---------- The input ----------

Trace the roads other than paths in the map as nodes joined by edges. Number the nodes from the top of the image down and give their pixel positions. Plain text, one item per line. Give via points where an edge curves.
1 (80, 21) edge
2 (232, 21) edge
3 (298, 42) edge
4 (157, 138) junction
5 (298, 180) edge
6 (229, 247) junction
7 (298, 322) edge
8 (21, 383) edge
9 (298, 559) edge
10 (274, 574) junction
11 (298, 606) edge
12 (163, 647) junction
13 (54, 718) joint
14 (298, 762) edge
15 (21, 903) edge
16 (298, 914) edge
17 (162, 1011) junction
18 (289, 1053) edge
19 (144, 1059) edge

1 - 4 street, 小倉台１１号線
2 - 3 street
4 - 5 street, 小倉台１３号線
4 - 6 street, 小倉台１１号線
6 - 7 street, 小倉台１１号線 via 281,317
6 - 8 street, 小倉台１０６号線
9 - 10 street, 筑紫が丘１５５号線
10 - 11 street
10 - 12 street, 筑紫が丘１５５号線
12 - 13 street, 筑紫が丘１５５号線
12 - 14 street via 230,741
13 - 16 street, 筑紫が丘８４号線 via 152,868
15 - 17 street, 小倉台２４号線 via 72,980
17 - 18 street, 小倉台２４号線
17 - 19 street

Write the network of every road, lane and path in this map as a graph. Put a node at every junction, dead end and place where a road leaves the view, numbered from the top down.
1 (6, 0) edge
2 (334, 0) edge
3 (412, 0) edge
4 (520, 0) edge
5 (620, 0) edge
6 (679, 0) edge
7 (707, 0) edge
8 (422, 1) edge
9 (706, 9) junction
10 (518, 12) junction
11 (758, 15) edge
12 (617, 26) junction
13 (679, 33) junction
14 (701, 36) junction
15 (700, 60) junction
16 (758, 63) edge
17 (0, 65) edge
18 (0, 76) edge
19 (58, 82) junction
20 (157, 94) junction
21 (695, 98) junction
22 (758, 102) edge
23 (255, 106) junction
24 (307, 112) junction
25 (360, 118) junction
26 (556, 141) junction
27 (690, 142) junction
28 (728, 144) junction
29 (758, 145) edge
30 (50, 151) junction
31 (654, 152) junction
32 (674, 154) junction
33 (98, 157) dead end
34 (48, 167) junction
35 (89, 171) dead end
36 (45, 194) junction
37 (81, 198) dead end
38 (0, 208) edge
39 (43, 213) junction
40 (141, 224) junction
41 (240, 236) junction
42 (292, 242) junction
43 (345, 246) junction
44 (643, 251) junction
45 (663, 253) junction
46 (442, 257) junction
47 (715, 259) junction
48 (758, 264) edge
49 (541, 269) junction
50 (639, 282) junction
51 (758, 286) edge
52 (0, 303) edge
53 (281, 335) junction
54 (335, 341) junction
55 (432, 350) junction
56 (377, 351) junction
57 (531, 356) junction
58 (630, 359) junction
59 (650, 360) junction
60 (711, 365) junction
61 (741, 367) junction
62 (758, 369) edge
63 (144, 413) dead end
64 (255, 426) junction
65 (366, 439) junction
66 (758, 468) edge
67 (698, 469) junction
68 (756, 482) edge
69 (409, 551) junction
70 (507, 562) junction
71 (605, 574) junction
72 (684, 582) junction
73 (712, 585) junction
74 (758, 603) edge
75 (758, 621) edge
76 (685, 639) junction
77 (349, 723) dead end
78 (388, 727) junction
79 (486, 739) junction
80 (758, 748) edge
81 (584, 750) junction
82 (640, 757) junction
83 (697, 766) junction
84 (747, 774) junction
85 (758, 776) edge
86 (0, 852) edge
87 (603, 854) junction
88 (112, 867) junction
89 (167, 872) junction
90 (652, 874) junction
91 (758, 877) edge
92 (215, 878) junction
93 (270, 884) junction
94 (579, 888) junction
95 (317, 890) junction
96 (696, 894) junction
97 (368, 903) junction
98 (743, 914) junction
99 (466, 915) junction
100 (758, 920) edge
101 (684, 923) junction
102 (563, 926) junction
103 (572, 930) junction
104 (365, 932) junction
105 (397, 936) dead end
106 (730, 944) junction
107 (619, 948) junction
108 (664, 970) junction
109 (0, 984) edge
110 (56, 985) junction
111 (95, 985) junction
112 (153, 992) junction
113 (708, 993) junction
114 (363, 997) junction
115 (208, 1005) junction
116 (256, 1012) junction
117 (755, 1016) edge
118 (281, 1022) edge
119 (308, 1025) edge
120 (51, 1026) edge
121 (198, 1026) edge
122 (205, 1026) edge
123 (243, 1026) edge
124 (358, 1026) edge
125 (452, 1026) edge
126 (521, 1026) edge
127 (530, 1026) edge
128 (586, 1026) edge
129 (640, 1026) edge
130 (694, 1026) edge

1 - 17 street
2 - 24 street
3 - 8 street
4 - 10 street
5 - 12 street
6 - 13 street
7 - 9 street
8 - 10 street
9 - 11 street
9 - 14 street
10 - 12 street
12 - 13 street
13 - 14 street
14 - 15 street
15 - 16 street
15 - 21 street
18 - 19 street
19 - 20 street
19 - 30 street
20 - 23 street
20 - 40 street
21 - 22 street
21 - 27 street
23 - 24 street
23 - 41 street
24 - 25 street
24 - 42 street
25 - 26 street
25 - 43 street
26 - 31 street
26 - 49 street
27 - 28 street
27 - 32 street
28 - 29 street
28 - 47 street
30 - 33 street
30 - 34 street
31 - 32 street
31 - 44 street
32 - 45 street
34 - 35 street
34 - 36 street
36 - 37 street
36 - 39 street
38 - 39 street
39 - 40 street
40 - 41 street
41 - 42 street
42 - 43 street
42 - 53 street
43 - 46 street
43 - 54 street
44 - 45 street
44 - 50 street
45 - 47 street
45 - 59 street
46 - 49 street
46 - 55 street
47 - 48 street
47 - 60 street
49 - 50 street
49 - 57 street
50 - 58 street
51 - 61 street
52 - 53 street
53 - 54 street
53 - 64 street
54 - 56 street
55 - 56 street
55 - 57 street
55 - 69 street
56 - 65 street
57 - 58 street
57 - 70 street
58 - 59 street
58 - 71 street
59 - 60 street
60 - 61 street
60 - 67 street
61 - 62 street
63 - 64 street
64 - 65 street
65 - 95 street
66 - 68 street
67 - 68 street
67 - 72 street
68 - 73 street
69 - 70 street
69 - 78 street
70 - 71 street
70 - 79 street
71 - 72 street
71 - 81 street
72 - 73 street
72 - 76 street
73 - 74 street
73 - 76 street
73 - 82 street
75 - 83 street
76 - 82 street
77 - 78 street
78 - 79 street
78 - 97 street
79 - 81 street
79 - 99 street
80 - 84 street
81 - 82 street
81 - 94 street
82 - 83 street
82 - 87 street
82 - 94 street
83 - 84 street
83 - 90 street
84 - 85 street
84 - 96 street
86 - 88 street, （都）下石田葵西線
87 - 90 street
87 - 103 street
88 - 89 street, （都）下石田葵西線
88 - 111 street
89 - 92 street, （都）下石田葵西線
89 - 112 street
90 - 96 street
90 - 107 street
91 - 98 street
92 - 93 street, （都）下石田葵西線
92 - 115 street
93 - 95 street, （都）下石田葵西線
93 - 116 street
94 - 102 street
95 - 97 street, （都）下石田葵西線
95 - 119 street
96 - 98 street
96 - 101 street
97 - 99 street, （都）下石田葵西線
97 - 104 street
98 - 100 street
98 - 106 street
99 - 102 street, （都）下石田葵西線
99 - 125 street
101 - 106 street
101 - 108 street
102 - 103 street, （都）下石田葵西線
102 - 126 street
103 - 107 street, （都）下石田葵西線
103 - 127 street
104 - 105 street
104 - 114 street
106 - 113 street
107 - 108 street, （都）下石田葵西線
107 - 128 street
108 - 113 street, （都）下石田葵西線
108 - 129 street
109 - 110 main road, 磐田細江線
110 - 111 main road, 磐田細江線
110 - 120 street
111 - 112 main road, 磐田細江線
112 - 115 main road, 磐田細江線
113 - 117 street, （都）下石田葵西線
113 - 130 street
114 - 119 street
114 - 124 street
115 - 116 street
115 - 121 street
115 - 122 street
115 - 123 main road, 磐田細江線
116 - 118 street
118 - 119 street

----------

* Requirement
Show all lines above containing "main".

* Answer box
109 - 110 main road, 磐田細江線
110 - 111 main road, 磐田細江線
111 - 112 main road, 磐田細江線
112 - 115 main road, 磐田細江線
115 - 123 main road, 磐田細江線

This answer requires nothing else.